The Obama-Kennedy Health Care reform

Medicare is now insolvent. Its hospitalization insurance fund will not be able to pay for services after 2017 unless new financing is found. Its projected unfunded liabilities (payments above revenues) between now and 2082 total $36 trillion.

Medicare underpays physicians and hospitals. (So do Vermont's Catamount Health, which pays at Medicare rates, and Medicaid, which pays even less.) Obama and his allies are planning to finance much of their "reform" by further cutting payments to providers.

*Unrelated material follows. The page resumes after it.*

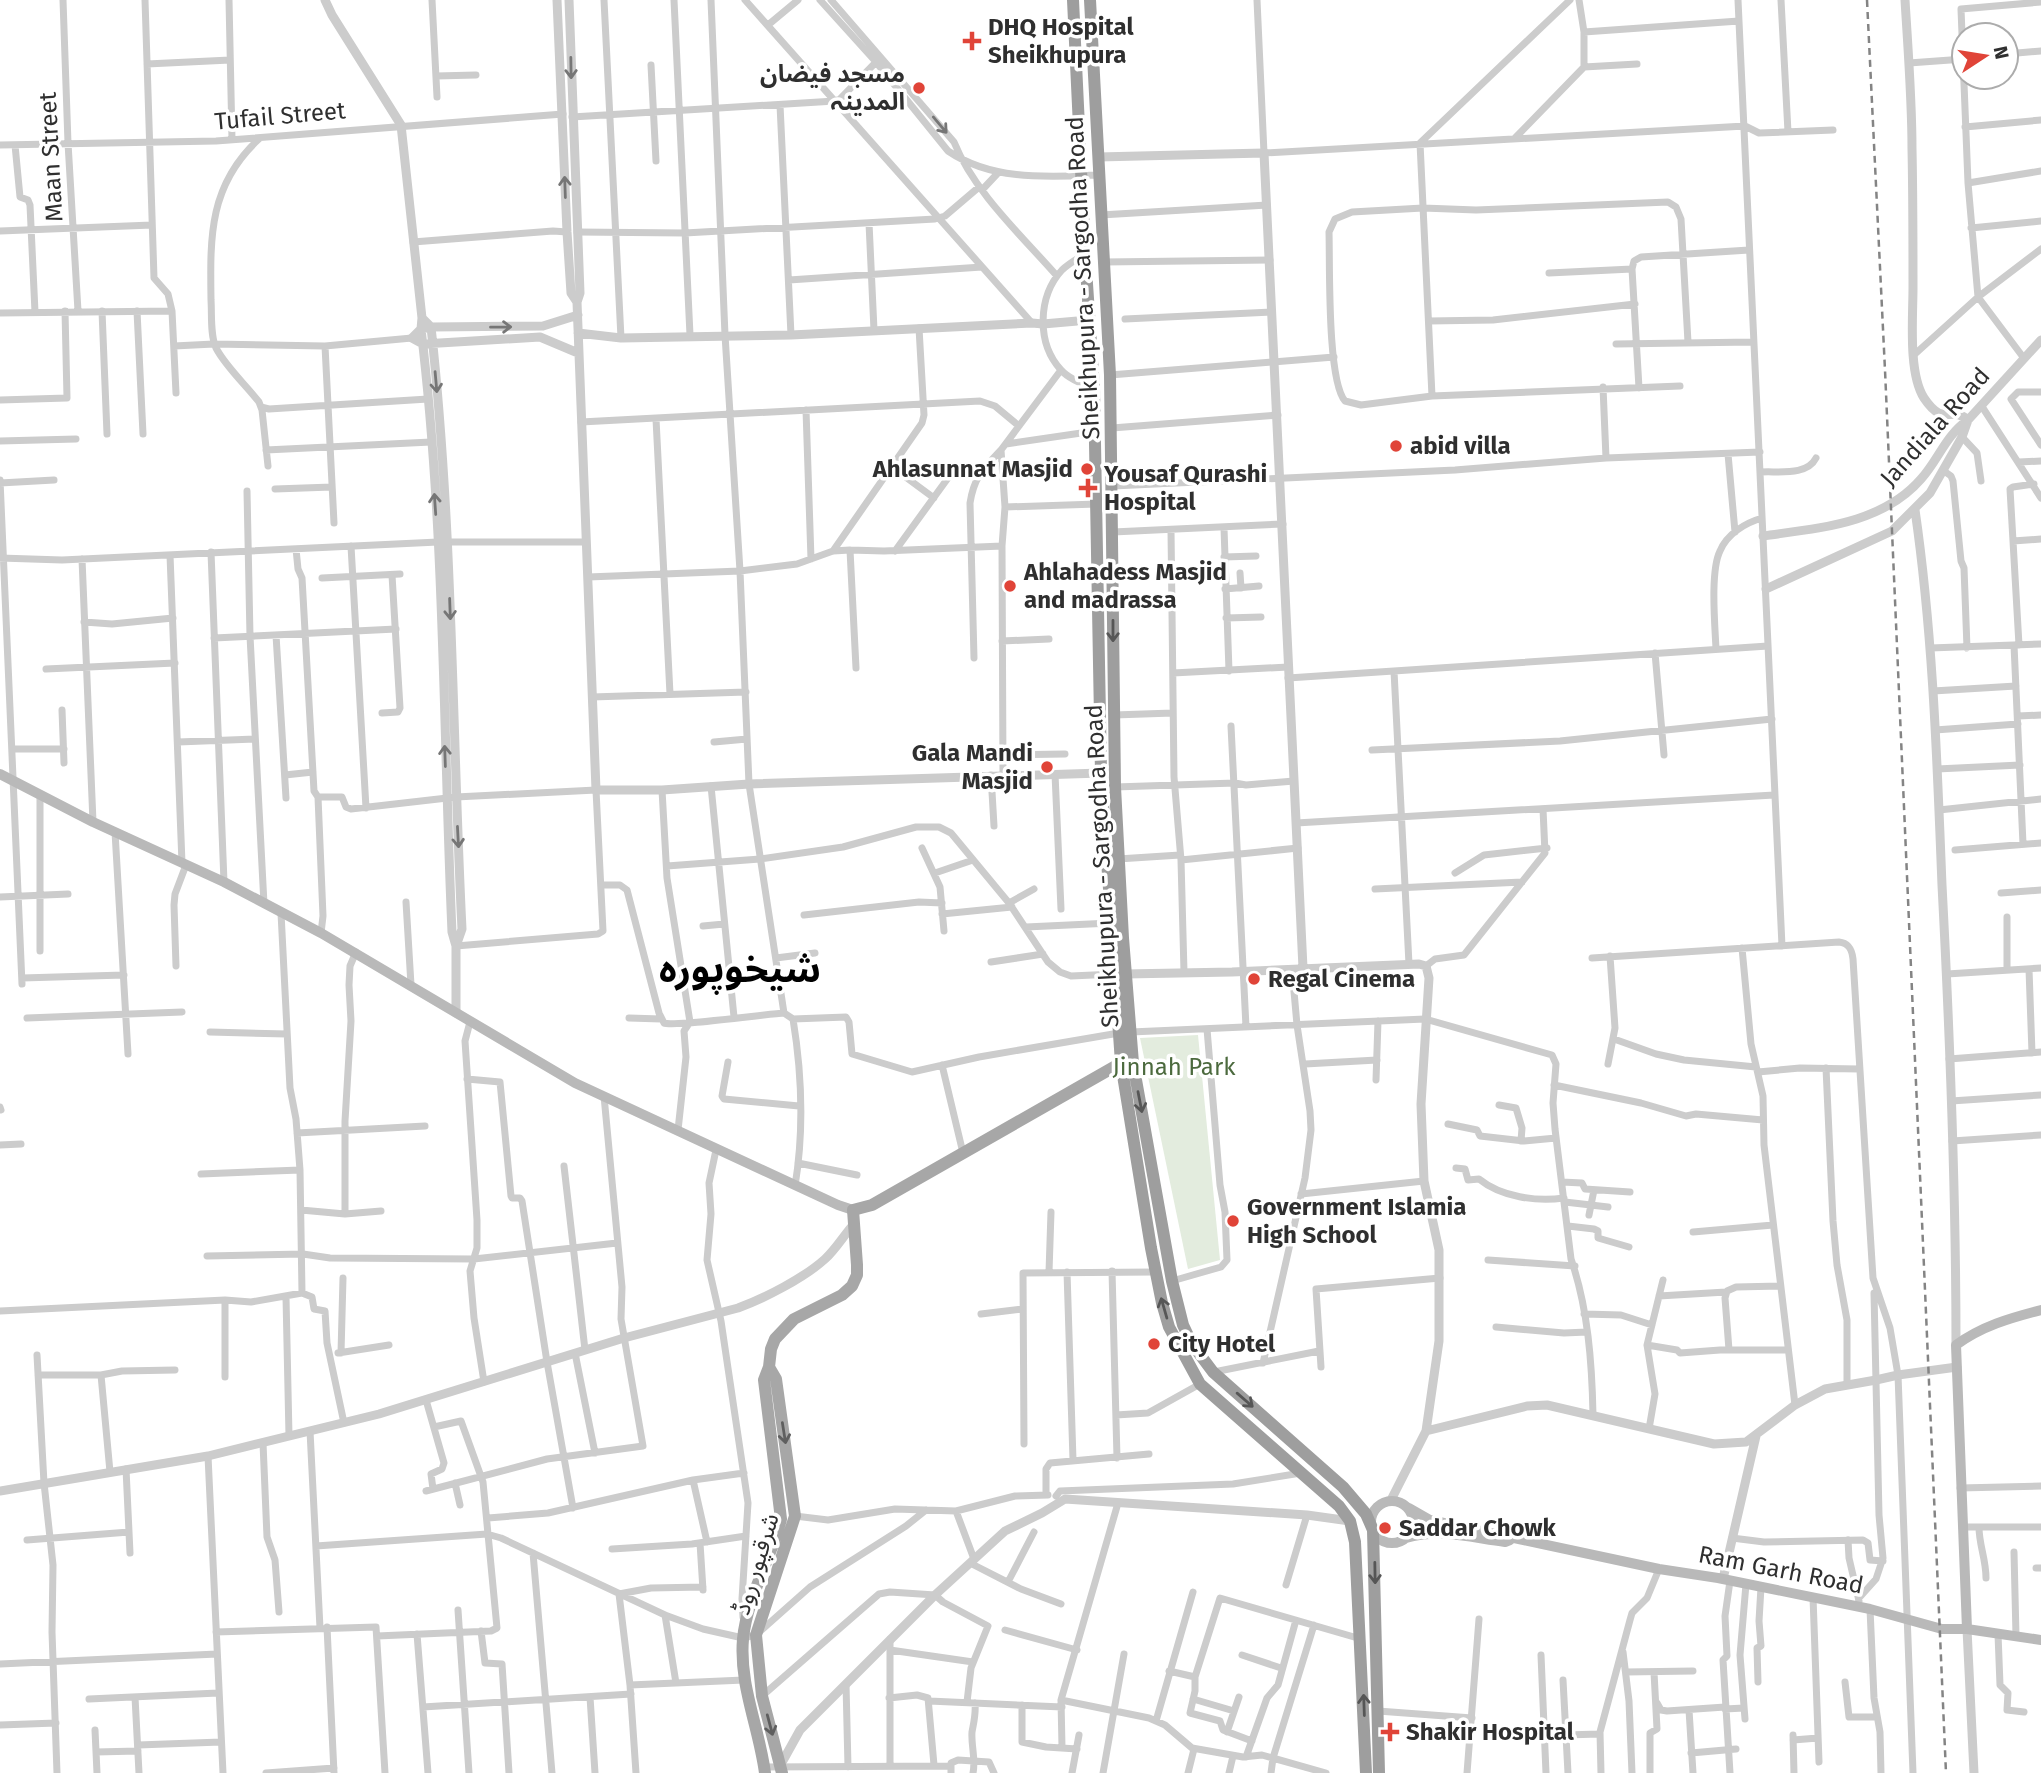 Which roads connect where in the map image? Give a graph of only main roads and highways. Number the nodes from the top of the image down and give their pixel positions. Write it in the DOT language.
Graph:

But when Medicare payments are cut, providers contrive to do more billable services to keep up their revenue. So as underpayments increase, the government will have to force providers to ration care to hold down total payments, and penalize providers who earn too much.

Underpayments by government health care programs are essentially a hidden tax on health care covered by private insurance. Because government underpays, providers overcharge private insurers to close the shortfall. This cost shift results in ever-higher insurance premiums, and struggling employers start thinking about simply dropping their employee coverage. This is not a workable model.

The Obama-Kennedy plan is not single payer, because it allows private insurance to continue (under federal regulation). But it contains a "public option" program designed like Medicare. This is supposed to provide competition with private insurers.

Since the ultimate goal of Obama, Kennedy and their allies is single payer, it is perfectly clear that government benefits and favoritism enjoyed by the government-sponsored "public option" plan will allow that plan to underprice its private competitors. Eventually employers will have no choice but to dump their employees into the government plan - even if they are charged a penalty for doing so. This is single payer on the installment plan.

Obama recently remarked that "no one will take away" your current health plan, "no matter what". But a week later he amended that to say that the government won't take away your current plan - but you might lose your current plan because your employer, who owns your plan, might be forced to choose the cheaper "public option" plan.